Oregon colleges and universities release report recommending increased funding for higher education
A new report commissioned by Oregon’s higher education leaders suggests the state should invest more money in colleges and universities as “central players” to create a stronger economy and make more accessible and affordable colleges.
The Oregon Association of Community Colleges and Oregon Council of Presidents — a group of state university leaders — commissioned the report from the National Center for Higher Education Management Systems earlier this year. It cost $235,000, said Dana Richardson, executive director of the president’s council. The two associations and university foundations, including the Oregon Community Foundation and the Ford Family Foundation, paid the bill.
The 97-page ‘Oregon Higher Education Landscape Study’ recommends everything from creating a ‘clear vision’ for Oregon’s future to increasing college affordability for students and collaboration among Oregon institutions.

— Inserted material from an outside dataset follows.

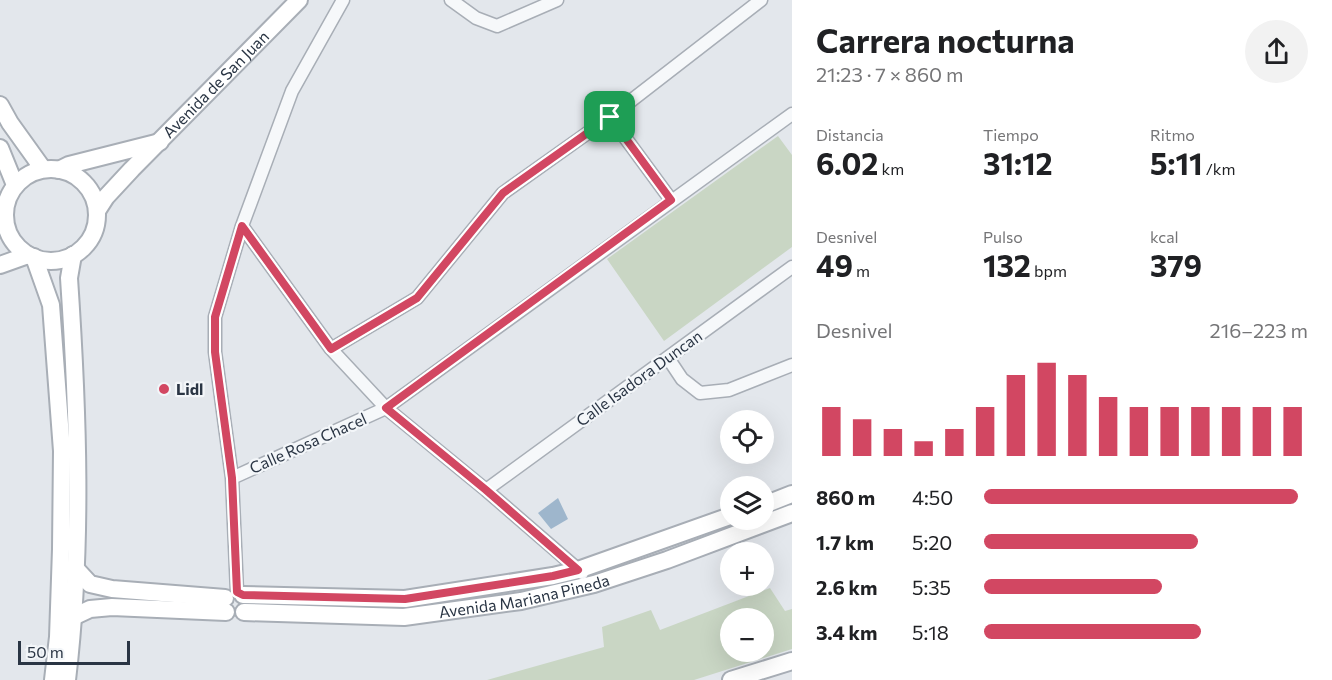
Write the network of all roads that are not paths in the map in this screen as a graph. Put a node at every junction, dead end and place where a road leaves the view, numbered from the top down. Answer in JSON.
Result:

The report argues that with more funding, Oregon’s colleges and universities would be poised to spur economic innovation and increase the state’s income tax base by moving Oregonians into careers better paid. But Oregon is “hampered by the lack of a clear vision for the state’s future,” the authors wrote. They recommend that political leaders in Oregon develop a statewide economic plan that would set priorities for higher education leaders and capitalize on how colleges can contribute to the growth of the State.
“Colleges and universities are the state’s greatest assets on which to build the new and better Oregon,” the report says, “But it will take more investment — and more targeted investment than the state was so far willing to do.”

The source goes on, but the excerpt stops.